[Task data Boundary: Start]

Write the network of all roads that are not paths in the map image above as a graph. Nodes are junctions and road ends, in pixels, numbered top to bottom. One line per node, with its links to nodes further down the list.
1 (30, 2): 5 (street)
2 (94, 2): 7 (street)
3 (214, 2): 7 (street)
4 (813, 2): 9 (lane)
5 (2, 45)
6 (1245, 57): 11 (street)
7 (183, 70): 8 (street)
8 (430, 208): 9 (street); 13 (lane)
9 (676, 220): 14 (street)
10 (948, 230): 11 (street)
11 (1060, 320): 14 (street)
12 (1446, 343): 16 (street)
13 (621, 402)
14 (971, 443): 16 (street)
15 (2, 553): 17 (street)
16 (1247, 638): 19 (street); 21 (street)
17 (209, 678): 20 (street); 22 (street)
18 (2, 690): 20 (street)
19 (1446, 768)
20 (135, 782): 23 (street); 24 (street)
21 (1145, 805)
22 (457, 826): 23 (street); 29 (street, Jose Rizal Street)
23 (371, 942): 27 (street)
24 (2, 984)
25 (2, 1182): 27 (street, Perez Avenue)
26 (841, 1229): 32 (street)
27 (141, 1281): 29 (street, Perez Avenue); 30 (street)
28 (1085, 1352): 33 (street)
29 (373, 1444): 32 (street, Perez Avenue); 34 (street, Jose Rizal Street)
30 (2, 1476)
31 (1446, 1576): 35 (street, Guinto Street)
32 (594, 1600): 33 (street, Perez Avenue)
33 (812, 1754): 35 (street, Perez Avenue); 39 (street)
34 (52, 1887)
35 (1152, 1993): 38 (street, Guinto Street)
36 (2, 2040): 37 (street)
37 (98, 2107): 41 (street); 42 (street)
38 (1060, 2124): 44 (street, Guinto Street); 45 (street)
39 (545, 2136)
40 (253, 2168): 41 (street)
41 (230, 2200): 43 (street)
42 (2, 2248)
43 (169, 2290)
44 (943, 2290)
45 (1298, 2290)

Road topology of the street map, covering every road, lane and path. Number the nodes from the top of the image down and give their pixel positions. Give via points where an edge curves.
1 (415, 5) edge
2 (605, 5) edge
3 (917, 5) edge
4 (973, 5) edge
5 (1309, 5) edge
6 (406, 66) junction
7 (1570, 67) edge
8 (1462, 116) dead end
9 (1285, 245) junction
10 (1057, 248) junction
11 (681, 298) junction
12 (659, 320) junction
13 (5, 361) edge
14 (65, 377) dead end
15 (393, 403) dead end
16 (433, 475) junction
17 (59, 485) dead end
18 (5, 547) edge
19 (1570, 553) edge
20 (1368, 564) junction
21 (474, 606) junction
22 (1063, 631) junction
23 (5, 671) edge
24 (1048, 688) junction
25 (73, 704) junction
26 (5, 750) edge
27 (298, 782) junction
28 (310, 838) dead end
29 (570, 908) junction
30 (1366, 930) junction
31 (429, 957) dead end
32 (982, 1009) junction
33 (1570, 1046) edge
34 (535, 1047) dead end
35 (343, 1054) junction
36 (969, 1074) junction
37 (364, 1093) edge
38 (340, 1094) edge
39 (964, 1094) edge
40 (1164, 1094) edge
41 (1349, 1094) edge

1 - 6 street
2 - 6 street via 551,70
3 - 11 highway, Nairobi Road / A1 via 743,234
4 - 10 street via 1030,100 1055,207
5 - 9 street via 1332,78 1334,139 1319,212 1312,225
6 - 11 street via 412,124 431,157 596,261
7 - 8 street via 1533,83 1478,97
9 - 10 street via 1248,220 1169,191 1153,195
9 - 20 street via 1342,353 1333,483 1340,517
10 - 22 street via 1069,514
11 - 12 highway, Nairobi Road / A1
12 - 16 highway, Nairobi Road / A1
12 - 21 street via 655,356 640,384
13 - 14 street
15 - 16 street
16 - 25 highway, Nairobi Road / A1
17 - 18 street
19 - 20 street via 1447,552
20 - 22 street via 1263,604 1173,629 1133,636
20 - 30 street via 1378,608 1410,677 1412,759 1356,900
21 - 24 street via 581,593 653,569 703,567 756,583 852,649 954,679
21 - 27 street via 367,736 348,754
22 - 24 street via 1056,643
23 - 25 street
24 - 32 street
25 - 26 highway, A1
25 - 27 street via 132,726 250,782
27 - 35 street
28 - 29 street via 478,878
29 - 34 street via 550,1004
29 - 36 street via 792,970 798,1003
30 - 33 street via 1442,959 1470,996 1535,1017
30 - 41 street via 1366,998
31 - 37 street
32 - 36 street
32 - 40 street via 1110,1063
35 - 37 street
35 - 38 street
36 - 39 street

[Task data Boundary: End]

- **Problem**:
Write out all records exactly, keeping every detail.

- **Output for this task**:
Write the network of all roads that are not paths in the map image above as a graph. Nodes are junctions and road ends, in pixels, numbered top to bottom. One line per node, with its links to nodes further down the list.
1 (30, 2): 5 (street)
2 (94, 2): 7 (street)
3 (214, 2): 7 (street)
4 (813, 2): 9 (lane)
5 (2, 45)
6 (1245, 57): 11 (street)
7 (183, 70): 8 (street)
8 (430, 208): 9 (street); 13 (lane)
9 (676, 220): 14 (street)
10 (948, 230): 11 (street)
11 (1060, 320): 14 (street)
12 (1446, 343): 16 (street)
13 (621, 402)
14 (971, 443): 16 (street)
15 (2, 553): 17 (street)
16 (1247, 638): 19 (street); 21 (street)
17 (209, 678): 20 (street); 22 (street)
18 (2, 690): 20 (street)
19 (1446, 768)
20 (135, 782): 23 (street); 24 (street)
21 (1145, 805)
22 (457, 826): 23 (street); 29 (street, Jose Rizal Street)
23 (371, 942): 27 (street)
24 (2, 984)
25 (2, 1182): 27 (street, Perez Avenue)
26 (841, 1229): 32 (street)
27 (141, 1281): 29 (street, Perez Avenue); 30 (street)
28 (1085, 1352): 33 (street)
29 (373, 1444): 32 (street, Perez Avenue); 34 (street, Jose Rizal Street)
30 (2, 1476)
31 (1446, 1576): 35 (street, Guinto Street)
32 (594, 1600): 33 (street, Perez Avenue)
33 (812, 1754): 35 (street, Perez Avenue); 39 (street)
34 (52, 1887)
35 (1152, 1993): 38 (street, Guinto Street)
36 (2, 2040): 37 (street)
37 (98, 2107): 41 (street); 42 (street)
38 (1060, 2124): 44 (street, Guinto Street); 45 (street)
39 (545, 2136)
40 (253, 2168): 41 (street)
41 (230, 2200): 43 (street)
42 (2, 2248)
43 (169, 2290)
44 (943, 2290)
45 (1298, 2290)

Road topology of the street map, covering every road, lane and path. Number the nodes from the top of the image down and give their pixel positions. Give via points where an edge curves.
1 (415, 5) edge
2 (605, 5) edge
3 (917, 5) edge
4 (973, 5) edge
5 (1309, 5) edge
6 (406, 66) junction
7 (1570, 67) edge
8 (1462, 116) dead end
9 (1285, 245) junction
10 (1057, 248) junction
11 (681, 298) junction
12 (659, 320) junction
13 (5, 361) edge
14 (65, 377) dead end
15 (393, 403) dead end
16 (433, 475) junction
17 (59, 485) dead end
18 (5, 547) edge
19 (1570, 553) edge
20 (1368, 564) junction
21 (474, 606) junction
22 (1063, 631) junction
23 (5, 671) edge
24 (1048, 688) junction
25 (73, 704) junction
26 (5, 750) edge
27 (298, 782) junction
28 (310, 838) dead end
29 (570, 908) junction
30 (1366, 930) junction
31 (429, 957) dead end
32 (982, 1009) junction
33 (1570, 1046) edge
34 (535, 1047) dead end
35 (343, 1054) junction
36 (969, 1074) junction
37 (364, 1093) edge
38 (340, 1094) edge
39 (964, 1094) edge
40 (1164, 1094) edge
41 (1349, 1094) edge

1 - 6 street
2 - 6 street via 551,70
3 - 11 highway, Nairobi Road / A1 via 743,234
4 - 10 street via 1030,100 1055,207
5 - 9 street via 1332,78 1334,139 1319,212 1312,225
6 - 11 street via 412,124 431,157 596,261
7 - 8 street via 1533,83 1478,97
9 - 10 street via 1248,220 1169,191 1153,195
9 - 20 street via 1342,353 1333,483 1340,517
10 - 22 street via 1069,514
11 - 12 highway, Nairobi Road / A1
12 - 16 highway, Nairobi Road / A1
12 - 21 street via 655,356 640,384
13 - 14 street
15 - 16 street
16 - 25 highway, Nairobi Road / A1
17 - 18 street
19 - 20 street via 1447,552
20 - 22 street via 1263,604 1173,629 1133,636
20 - 30 street via 1378,608 1410,677 1412,759 1356,900
21 - 24 street via 581,593 653,569 703,567 756,583 852,649 954,679
21 - 27 street via 367,736 348,754
22 - 24 street via 1056,643
23 - 25 street
24 - 32 street
25 - 26 highway, A1
25 - 27 street via 132,726 250,782
27 - 35 street
28 - 29 street via 478,878
29 - 34 street via 550,1004
29 - 36 street via 792,970 798,1003
30 - 33 street via 1442,959 1470,996 1535,1017
30 - 41 street via 1366,998
31 - 37 street
32 - 36 street
32 - 40 street via 1110,1063
35 - 37 street
35 - 38 street
36 - 39 street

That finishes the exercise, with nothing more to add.